At least I liked to think that it was.
Julie and Hiss remained silent for a long time. They didn’t have a better idea because there wasn’t one. When it came to magic, Signora Vera was the woman to see.
“I think you should talk to Mandar,” Julie finally said. I immediately began to shake my head, but she continued. “He’s felt awfully guilty about selling you out to King Caidenus. Lola, too. She’s still not talking to him, especially after everyone thought you died. I think he’ll be willing to help, if you asked.”

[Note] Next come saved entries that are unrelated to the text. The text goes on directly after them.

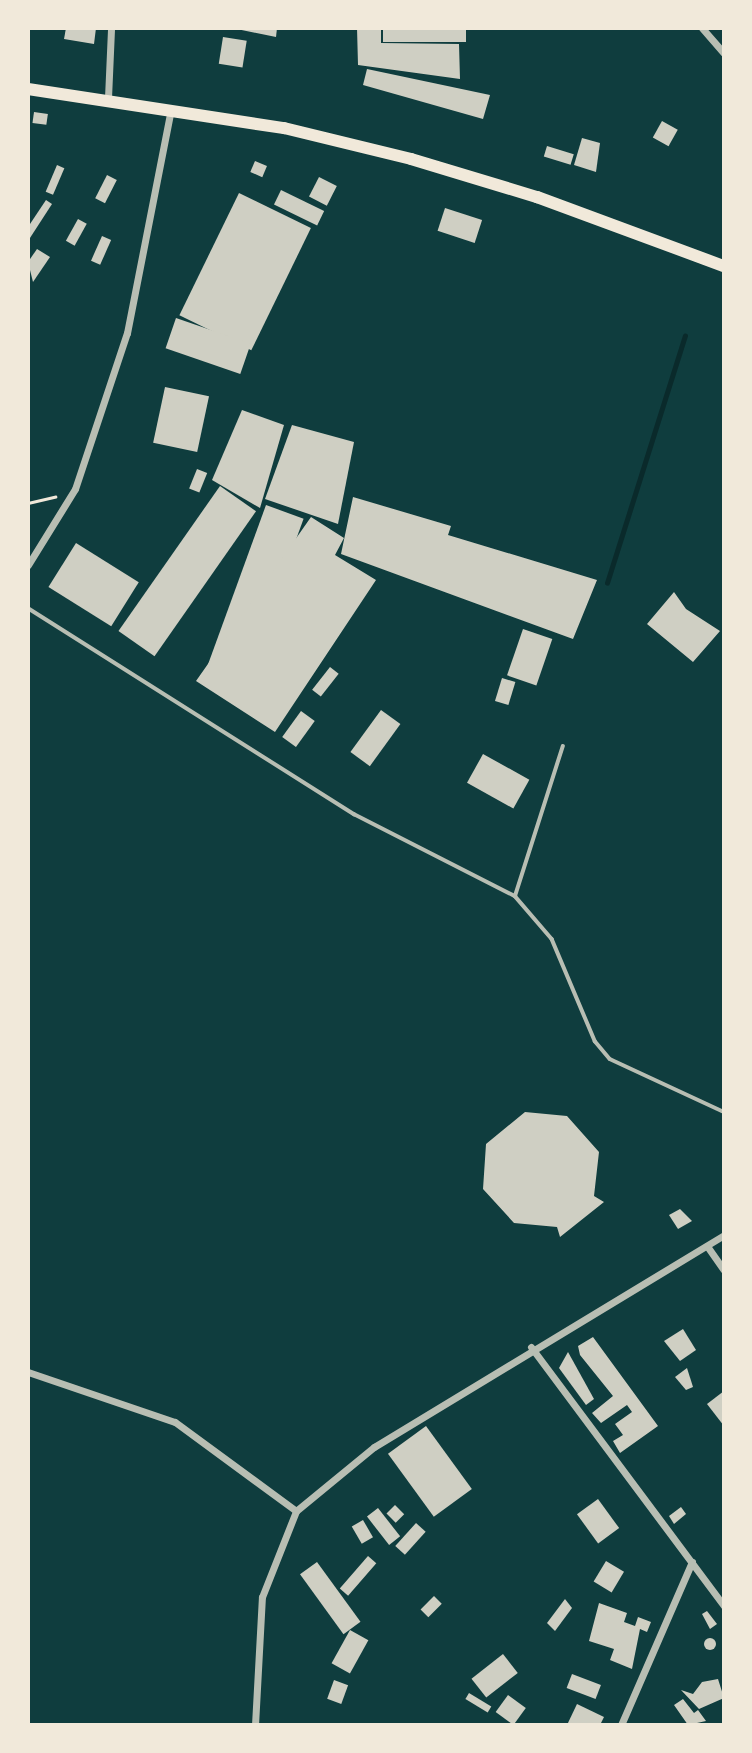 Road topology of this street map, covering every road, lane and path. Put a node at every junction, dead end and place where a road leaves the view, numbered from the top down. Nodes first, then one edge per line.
1 (111, 28) edge
2 (702, 28) edge
3 (724, 53) edge
4 (28, 89) edge
5 (108, 98) junction
6 (171, 108) junction
7 (724, 266) edge
8 (75, 489) junction
9 (28, 503) edge
10 (28, 565) edge
11 (28, 608) edge
12 (563, 746) dead end
13 (515, 896) junction
14 (724, 1112) edge
15 (724, 1235) edge
16 (707, 1246) junction
17 (724, 1270) edge
18 (531, 1347) junction
19 (28, 1372) edge
20 (296, 1511) junction
21 (692, 1562) junction
22 (724, 1606) edge
23 (255, 1725) edge
24 (621, 1725) edge

1 - 5 street
2 - 3 street
4 - 5 highway
5 - 6 highway
6 - 7 highway
6 - 8 street
8 - 9 path
8 - 10 street
11 - 13 lane
12 - 13 lane
13 - 14 lane
15 - 16 street
16 - 17 street
16 - 18 street
18 - 20 street
18 - 21 street
19 - 20 street
20 - 23 street
21 - 22 street
21 - 24 street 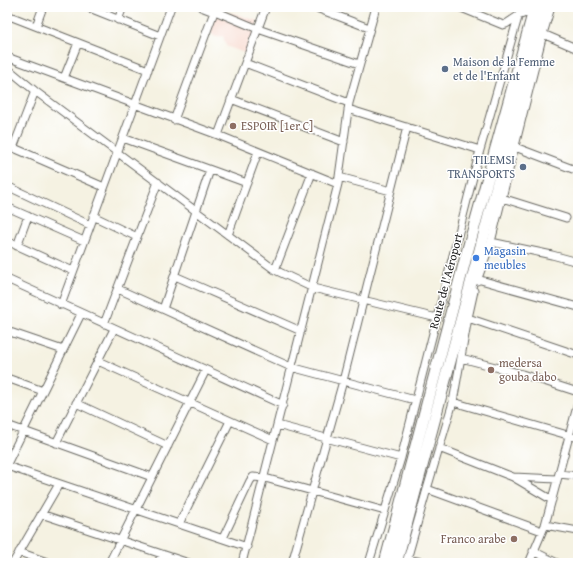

“Trusting him a second time would be a mistake only the wise can afford to make,” Hiss said.
“What?” Julie asked. She still wasn’t used to the way Hiss’s mind worked.
Hiss chuckled. It no longer sounded strange to me, that sound. I’d grown used to it. “If you can predict a second betrayal, and if you can afford the consequences of it, then it certainly is worth talking to him.”
“I can’t claim to know how to predict the actions of a man like Mandar. I don’t think he’s completely in charge of himself, either. He’s run by emotions, by his grief.” He’d lost his wife to the necromancer siblings, and I didn’t think he had ever quite accepted it.
“He thinks getting his revenge will somehow bring her back to life,” Julie said, but she sounded sad. She and Mandar didn’t have the best of relationships, but it was clear to see that they cared for each other deeply.